Imprisoned at home and a captive audience after recent surgery, I resort to recent episodes of the current Masterchef series for company. This phenomenon seems to be consuming all in its path, as it heaves the victorious temporarily into the limelight and condemns and literally casts out its losers. Is it my imagination, or have the gladiator-type theatrics been ratcheted up a few notches for this series?
Usually a sucker for shows that promote real food, diversity and development of our food culture, I find the reality TV format mixed with food a frustrating combination. I could blame my post operative pain for the sudden sensitivity of my cliché metre, but I suspect it was the surges of passion, tears and bags of determination that have become palpable in the Masterchef kitchen. I believe they may have exceeded the legal limit of how many times you can cook from the heart. Bring back those galloping gourmets, Bernard King and Peter Russell Clarke.
This reference to cooking from the heart is a curious thing. Is it overdone syrupy sentimentalism designed for uncritical TV audiences, or an authentic principle on which to base your approach to cooking? After self-reflection into my own cooking philosophy, I can only conclude that I am drawn to food I like, and that is inextricably linked to childhood, family and identity. I face the uncomfortable realisation that what I cook is quite a personal thing, and it’s just possible, I too cook from the heart. I’m now officially part of the cliché.
Take for example, the Dutch spice cake, Ontbijtkoek (breakfast cake). Just one waft of this cake triggers huge childhood memories for me because it was such an integral part of my growing up. This cake was everywhere for us: at breakfast, in our school lunchboxes and there was always a fresh one baking in the oven. Our household was not complete without an Ontbijtkoek in the cupboard.
Ontbijtkoek is available all over Holland, from the baker’s shop to the butcher’s and dates back to the 17th century when the Netherlands dominated world trade through its Dutch East Indies fleet. Cinnamon, cloves, ginger and nutmeg were craved by all of Europe and literally worth their weight in gold. It’s no coincidence that these are the spices that give Ontbijtkoek its unique flavour.
Every migrant family has its own story of cultural gains and losses, but I am grateful that my family chose to retain some of their traditions to pass on to my generation. Cooking food that was familiar to them would have provided some comfort for the homesickness they must have felt when arriving in Australia as migrants in the 1950s. It was probably not a conscious process, but perhaps a result of the social and linguistic isolation they experienced.

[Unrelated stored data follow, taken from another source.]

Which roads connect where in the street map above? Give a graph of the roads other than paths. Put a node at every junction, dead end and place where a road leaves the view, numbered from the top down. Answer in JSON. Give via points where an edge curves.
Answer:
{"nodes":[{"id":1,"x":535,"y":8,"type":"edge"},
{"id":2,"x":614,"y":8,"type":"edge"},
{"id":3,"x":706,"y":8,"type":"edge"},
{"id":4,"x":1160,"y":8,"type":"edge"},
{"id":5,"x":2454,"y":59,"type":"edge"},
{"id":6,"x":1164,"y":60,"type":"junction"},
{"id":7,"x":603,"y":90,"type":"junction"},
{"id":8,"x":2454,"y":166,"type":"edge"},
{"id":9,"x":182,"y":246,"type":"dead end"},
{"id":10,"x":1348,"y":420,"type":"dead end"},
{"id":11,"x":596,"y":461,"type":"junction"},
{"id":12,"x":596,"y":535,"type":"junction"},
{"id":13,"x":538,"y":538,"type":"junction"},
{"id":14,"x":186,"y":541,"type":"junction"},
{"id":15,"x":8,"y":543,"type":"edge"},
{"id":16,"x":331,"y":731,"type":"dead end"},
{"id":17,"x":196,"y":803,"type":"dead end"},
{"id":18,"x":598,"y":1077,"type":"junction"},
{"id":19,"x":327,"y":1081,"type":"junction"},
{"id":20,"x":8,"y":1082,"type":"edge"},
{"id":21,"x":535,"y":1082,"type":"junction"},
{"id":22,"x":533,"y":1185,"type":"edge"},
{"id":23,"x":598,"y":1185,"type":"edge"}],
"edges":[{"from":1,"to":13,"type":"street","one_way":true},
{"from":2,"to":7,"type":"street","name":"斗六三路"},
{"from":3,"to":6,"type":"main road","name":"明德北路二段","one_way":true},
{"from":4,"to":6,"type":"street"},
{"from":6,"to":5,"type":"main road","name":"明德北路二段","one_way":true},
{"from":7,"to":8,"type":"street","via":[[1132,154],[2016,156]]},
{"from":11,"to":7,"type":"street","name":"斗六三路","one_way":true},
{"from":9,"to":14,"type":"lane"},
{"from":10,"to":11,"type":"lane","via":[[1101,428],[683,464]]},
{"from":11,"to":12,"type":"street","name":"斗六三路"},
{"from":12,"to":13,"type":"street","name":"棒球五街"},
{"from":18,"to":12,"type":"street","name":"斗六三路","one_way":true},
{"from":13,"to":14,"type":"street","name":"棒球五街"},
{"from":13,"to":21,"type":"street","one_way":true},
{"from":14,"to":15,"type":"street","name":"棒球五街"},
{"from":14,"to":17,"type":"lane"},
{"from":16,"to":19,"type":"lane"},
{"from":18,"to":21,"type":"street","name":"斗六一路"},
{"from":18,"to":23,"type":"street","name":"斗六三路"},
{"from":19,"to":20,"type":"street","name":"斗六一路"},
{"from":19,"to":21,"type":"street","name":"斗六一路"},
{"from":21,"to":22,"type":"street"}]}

I have played with this recipe numerous times, changing the ratios of liquid to solids and varying cooking times. The cake mix is quite stiff, and the final result is firm in texture and can be sliced and toasted like bread. This recipe is usually baked as a whole cake, although I successfully baked this one in little Kugelhof moulds. Alternatively, you could use any muffin or patty tins. If you choose to bake it as a whole cake, increase the cooking time to about an hour at 180C.
Departing from tradition, I also added a sugary cinnamon coating on these that gives a donut-like flavour, but they’re just as good slathered with pure, creamy butter. A drizzle of melted dark chocolate over the top of the cake gives it a distinctive German Christmas flavour.
Keeping time varies, out of the fridge it keeps about 2 weeks. It improves with age, and tradition says that it should be kept in a container with a slice of bread to preserve its freshness. Makes 10 individual cakes or one loaf.
2 cups self raising flour
½ cup dark brown sugar
⅓ cup golden syrup
1 cup milk
1 tsp ground cloves
1 tsp ground Dutch cinnamon
1 tsp ground ginger
½ tsp grated nutmeg
pinch of salt
1 tsp ground Dutch cinnamon
4 tbsp caster sugar
5 tbsp melted unsalted butter
Preheat oven to 180C for loaf, for individual cakes bake at 150C. Combine all cake mixture ingredients in a large mixing bowl and mix to a smooth paste. It should fall in a ribbon from the spoon. Grease a 23cm x 10cm loaf tin, or individual cake moulds. Fill with the cake mix and slam on the bench top to remove bubbles. Bake loaf tin for approximately one hour or individual cakes for 25 minutes, insert a skewer to come out clean to check if they are cooked.
Topping for small cakes
While cakes are still warm brush lightly with melted butter and roll twice in combined cinnamon and sugar.